Data entries
* * *

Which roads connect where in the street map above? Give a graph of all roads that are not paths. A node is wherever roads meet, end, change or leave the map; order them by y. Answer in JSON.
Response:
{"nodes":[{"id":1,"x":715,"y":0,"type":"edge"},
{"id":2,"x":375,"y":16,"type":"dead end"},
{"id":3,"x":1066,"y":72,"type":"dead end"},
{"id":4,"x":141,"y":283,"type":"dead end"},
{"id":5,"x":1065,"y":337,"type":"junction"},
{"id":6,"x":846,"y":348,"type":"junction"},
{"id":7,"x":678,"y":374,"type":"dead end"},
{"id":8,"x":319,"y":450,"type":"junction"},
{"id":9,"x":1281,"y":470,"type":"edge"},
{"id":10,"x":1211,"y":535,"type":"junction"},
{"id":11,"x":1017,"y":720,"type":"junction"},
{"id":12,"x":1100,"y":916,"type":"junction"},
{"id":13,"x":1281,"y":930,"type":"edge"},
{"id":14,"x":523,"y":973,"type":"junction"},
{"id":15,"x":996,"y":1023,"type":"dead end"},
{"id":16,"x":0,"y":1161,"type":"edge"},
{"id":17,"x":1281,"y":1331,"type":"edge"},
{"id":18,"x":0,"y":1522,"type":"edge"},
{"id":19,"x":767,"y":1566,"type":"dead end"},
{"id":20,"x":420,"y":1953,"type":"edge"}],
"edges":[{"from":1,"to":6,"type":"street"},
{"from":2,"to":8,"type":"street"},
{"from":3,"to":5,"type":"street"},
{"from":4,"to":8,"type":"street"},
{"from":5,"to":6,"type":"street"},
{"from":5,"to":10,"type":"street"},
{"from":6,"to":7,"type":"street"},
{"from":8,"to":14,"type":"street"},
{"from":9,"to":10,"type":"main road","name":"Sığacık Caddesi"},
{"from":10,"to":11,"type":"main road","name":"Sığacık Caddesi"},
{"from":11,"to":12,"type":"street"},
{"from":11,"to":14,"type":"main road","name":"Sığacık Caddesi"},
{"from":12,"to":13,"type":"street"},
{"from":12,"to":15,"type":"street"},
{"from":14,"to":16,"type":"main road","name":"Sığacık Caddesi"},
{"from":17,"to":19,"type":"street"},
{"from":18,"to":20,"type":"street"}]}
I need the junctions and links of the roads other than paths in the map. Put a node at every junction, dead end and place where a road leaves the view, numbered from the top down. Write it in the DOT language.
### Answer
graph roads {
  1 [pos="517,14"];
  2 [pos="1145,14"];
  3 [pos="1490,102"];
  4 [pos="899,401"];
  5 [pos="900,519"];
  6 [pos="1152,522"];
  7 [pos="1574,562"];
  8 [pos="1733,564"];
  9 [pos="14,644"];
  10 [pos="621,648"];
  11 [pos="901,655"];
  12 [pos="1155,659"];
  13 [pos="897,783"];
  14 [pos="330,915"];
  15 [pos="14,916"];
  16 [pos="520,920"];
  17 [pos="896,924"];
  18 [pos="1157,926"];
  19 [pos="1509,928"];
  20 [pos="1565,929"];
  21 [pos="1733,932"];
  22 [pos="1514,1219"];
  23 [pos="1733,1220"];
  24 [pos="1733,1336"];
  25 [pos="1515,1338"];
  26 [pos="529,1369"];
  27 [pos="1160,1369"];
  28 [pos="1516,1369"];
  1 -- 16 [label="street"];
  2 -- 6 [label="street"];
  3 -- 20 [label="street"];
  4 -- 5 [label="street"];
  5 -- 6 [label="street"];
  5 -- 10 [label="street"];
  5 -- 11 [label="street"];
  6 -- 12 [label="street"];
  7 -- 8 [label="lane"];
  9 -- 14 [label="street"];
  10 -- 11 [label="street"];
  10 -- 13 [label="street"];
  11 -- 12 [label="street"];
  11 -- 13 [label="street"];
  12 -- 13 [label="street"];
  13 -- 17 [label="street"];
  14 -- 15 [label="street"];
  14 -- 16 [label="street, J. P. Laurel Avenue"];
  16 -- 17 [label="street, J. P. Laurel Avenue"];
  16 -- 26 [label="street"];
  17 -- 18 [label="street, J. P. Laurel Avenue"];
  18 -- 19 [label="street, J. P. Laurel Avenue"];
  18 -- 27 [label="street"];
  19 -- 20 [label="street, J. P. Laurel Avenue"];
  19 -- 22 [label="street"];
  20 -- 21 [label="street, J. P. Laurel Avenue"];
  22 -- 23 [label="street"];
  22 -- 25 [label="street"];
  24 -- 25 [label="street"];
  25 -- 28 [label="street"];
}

* * *

YOUR GOAL
Your answer should be every entry above, repeated exactly.

ANSWER BOX
Which roads connect where in the street map above? Give a graph of all roads that are not paths. A node is wherever roads meet, end, change or leave the map; order them by y. Answer in JSON.
Response:
{"nodes":[{"id":1,"x":715,"y":0,"type":"edge"},
{"id":2,"x":375,"y":16,"type":"dead end"},
{"id":3,"x":1066,"y":72,"type":"dead end"},
{"id":4,"x":141,"y":283,"type":"dead end"},
{"id":5,"x":1065,"y":337,"type":"junction"},
{"id":6,"x":846,"y":348,"type":"junction"},
{"id":7,"x":678,"y":374,"type":"dead end"},
{"id":8,"x":319,"y":450,"type":"junction"},
{"id":9,"x":1281,"y":470,"type":"edge"},
{"id":10,"x":1211,"y":535,"type":"junction"},
{"id":11,"x":1017,"y":720,"type":"junction"},
{"id":12,"x":1100,"y":916,"type":"junction"},
{"id":13,"x":1281,"y":930,"type":"edge"},
{"id":14,"x":523,"y":973,"type":"junction"},
{"id":15,"x":996,"y":1023,"type":"dead end"},
{"id":16,"x":0,"y":1161,"type":"edge"},
{"id":17,"x":1281,"y":1331,"type":"edge"},
{"id":18,"x":0,"y":1522,"type":"edge"},
{"id":19,"x":767,"y":1566,"type":"dead end"},
{"id":20,"x":420,"y":1953,"type":"edge"}],
"edges":[{"from":1,"to":6,"type":"street"},
{"from":2,"to":8,"type":"street"},
{"from":3,"to":5,"type":"street"},
{"from":4,"to":8,"type":"street"},
{"from":5,"to":6,"type":"street"},
{"from":5,"to":10,"type":"street"},
{"from":6,"to":7,"type":"street"},
{"from":8,"to":14,"type":"street"},
{"from":9,"to":10,"type":"main road","name":"Sığacık Caddesi"},
{"from":10,"to":11,"type":"main road","name":"Sığacık Caddesi"},
{"from":11,"to":12,"type":"street"},
{"from":11,"to":14,"type":"main road","name":"Sığacık Caddesi"},
{"from":12,"to":13,"type":"street"},
{"from":12,"to":15,"type":"street"},
{"from":14,"to":16,"type":"main road","name":"Sığacık Caddesi"},
{"from":17,"to":19,"type":"street"},
{"from":18,"to":20,"type":"street"}]}
I need the junctions and links of the roads other than paths in the map. Put a node at every junction, dead end and place where a road leaves the view, numbered from the top down. Write it in the DOT language.
### Answer
graph roads {
  1 [pos="517,14"];
  2 [pos="1145,14"];
  3 [pos="1490,102"];
  4 [pos="899,401"];
  5 [pos="900,519"];
  6 [pos="1152,522"];
  7 [pos="1574,562"];
  8 [pos="1733,564"];
  9 [pos="14,644"];
  10 [pos="621,648"];
  11 [pos="901,655"];
  12 [pos="1155,659"];
  13 [pos="897,783"];
  14 [pos="330,915"];
  15 [pos="14,916"];
  16 [pos="520,920"];
  17 [pos="896,924"];
  18 [pos="1157,926"];
  19 [pos="1509,928"];
  20 [pos="1565,929"];
  21 [pos="1733,932"];
  22 [pos="1514,1219"];
  23 [pos="1733,1220"];
  24 [pos="1733,1336"];
  25 [pos="1515,1338"];
  26 [pos="529,1369"];
  27 [pos="1160,1369"];
  28 [pos="1516,1369"];
  1 -- 16 [label="street"];
  2 -- 6 [label="street"];
  3 -- 20 [label="street"];
  4 -- 5 [label="street"];
  5 -- 6 [label="street"];
  5 -- 10 [label="street"];
  5 -- 11 [label="street"];
  6 -- 12 [label="street"];
  7 -- 8 [label="lane"];
  9 -- 14 [label="street"];
  10 -- 11 [label="street"];
  10 -- 13 [label="street"];
  11 -- 12 [label="street"];
  11 -- 13 [label="street"];
  12 -- 13 [label="street"];
  13 -- 17 [label="street"];
  14 -- 15 [label="street"];
  14 -- 16 [label="street, J. P. Laurel Avenue"];
  16 -- 17 [label="street, J. P. Laurel Avenue"];
  16 -- 26 [label="street"];
  17 -- 18 [label="street, J. P. Laurel Avenue"];
  18 -- 19 [label="street, J. P. Laurel Avenue"];
  18 -- 27 [label="street"];
  19 -- 20 [label="street, J. P. Laurel Avenue"];
  19 -- 22 [label="street"];
  20 -- 21 [label="street, J. P. Laurel Avenue"];
  22 -- 23 [label="street"];
  22 -- 25 [label="street"];
  24 -- 25 [label="street"];
  25 -- 28 [label="street"];
}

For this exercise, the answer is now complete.